> Your goal: Retype the data that follows, keeping every character the same.

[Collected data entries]
========
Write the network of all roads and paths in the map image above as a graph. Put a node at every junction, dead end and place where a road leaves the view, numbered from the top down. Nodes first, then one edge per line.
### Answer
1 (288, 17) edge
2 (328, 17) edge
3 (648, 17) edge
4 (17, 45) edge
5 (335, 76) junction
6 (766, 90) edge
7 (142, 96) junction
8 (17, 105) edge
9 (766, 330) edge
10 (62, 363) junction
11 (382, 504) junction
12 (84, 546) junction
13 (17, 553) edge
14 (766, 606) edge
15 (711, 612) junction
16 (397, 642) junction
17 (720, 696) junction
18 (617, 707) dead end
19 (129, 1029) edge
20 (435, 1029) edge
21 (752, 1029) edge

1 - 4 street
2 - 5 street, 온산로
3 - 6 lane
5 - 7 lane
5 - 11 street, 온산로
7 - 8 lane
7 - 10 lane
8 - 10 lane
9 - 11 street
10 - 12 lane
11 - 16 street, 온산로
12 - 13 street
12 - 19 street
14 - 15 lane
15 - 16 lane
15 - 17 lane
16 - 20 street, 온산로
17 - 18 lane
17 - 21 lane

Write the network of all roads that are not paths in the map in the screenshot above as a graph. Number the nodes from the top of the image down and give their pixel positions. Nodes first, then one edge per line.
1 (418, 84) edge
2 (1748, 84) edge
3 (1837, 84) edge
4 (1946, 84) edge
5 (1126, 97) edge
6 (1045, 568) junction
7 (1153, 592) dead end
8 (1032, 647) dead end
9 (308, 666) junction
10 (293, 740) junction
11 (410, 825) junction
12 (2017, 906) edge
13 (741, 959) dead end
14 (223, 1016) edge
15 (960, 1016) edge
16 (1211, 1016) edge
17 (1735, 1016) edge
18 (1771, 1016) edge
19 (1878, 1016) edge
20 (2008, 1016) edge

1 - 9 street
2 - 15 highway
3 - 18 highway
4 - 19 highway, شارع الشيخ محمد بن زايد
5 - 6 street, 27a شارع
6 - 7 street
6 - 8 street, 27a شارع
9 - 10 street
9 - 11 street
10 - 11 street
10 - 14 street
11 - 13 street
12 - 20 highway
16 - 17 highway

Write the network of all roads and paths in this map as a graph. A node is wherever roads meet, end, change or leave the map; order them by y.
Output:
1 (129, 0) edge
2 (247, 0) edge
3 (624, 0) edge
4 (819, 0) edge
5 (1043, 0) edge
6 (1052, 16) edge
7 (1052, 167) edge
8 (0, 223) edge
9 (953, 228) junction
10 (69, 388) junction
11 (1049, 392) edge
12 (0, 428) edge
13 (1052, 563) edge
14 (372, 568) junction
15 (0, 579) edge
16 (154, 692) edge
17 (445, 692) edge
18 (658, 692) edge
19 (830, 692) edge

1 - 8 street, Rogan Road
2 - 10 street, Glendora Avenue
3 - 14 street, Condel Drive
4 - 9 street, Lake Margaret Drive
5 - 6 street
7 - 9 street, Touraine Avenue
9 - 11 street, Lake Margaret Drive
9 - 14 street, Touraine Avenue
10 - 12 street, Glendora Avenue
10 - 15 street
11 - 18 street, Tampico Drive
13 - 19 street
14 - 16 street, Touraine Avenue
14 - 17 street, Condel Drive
========
> Problem solution:
Write the network of all roads and paths in the map image above as a graph. Put a node at every junction, dead end and place where a road leaves the view, numbered from the top down. Nodes first, then one edge per line.
### Answer
1 (288, 17) edge
2 (328, 17) edge
3 (648, 17) edge
4 (17, 45) edge
5 (335, 76) junction
6 (766, 90) edge
7 (142, 96) junction
8 (17, 105) edge
9 (766, 330) edge
10 (62, 363) junction
11 (382, 504) junction
12 (84, 546) junction
13 (17, 553) edge
14 (766, 606) edge
15 (711, 612) junction
16 (397, 642) junction
17 (720, 696) junction
18 (617, 707) dead end
19 (129, 1029) edge
20 (435, 1029) edge
21 (752, 1029) edge

1 - 4 street
2 - 5 street, 온산로
3 - 6 lane
5 - 7 lane
5 - 11 street, 온산로
7 - 8 lane
7 - 10 lane
8 - 10 lane
9 - 11 street
10 - 12 lane
11 - 16 street, 온산로
12 - 13 street
12 - 19 street
14 - 15 lane
15 - 16 lane
15 - 17 lane
16 - 20 street, 온산로
17 - 18 lane
17 - 21 lane

Write the network of all roads that are not paths in the map in the screenshot above as a graph. Number the nodes from the top of the image down and give their pixel positions. Nodes first, then one edge per line.
1 (418, 84) edge
2 (1748, 84) edge
3 (1837, 84) edge
4 (1946, 84) edge
5 (1126, 97) edge
6 (1045, 568) junction
7 (1153, 592) dead end
8 (1032, 647) dead end
9 (308, 666) junction
10 (293, 740) junction
11 (410, 825) junction
12 (2017, 906) edge
13 (741, 959) dead end
14 (223, 1016) edge
15 (960, 1016) edge
16 (1211, 1016) edge
17 (1735, 1016) edge
18 (1771, 1016) edge
19 (1878, 1016) edge
20 (2008, 1016) edge

1 - 9 street
2 - 15 highway
3 - 18 highway
4 - 19 highway, شارع الشيخ محمد بن زايد
5 - 6 street, 27a شارع
6 - 7 street
6 - 8 street, 27a شارع
9 - 10 street
9 - 11 street
10 - 11 street
10 - 14 street
11 - 13 street
12 - 20 highway
16 - 17 highway

Write the network of all roads and paths in this map as a graph. A node is wherever roads meet, end, change or leave the map; order them by y.
Output:
1 (129, 0) edge
2 (247, 0) edge
3 (624, 0) edge
4 (819, 0) edge
5 (1043, 0) edge
6 (1052, 16) edge
7 (1052, 167) edge
8 (0, 223) edge
9 (953, 228) junction
10 (69, 388) junction
11 (1049, 392) edge
12 (0, 428) edge
13 (1052, 563) edge
14 (372, 568) junction
15 (0, 579) edge
16 (154, 692) edge
17 (445, 692) edge
18 (658, 692) edge
19 (830, 692) edge

1 - 8 street, Rogan Road
2 - 10 street, Glendora Avenue
3 - 14 street, Condel Drive
4 - 9 street, Lake Margaret Drive
5 - 6 street
7 - 9 street, Touraine Avenue
9 - 11 street, Lake Margaret Drive
9 - 14 street, Touraine Avenue
10 - 12 street, Glendora Avenue
10 - 15 street
11 - 18 street, Tampico Drive
13 - 19 street
14 - 16 street, Touraine Avenue
14 - 17 street, Condel Drive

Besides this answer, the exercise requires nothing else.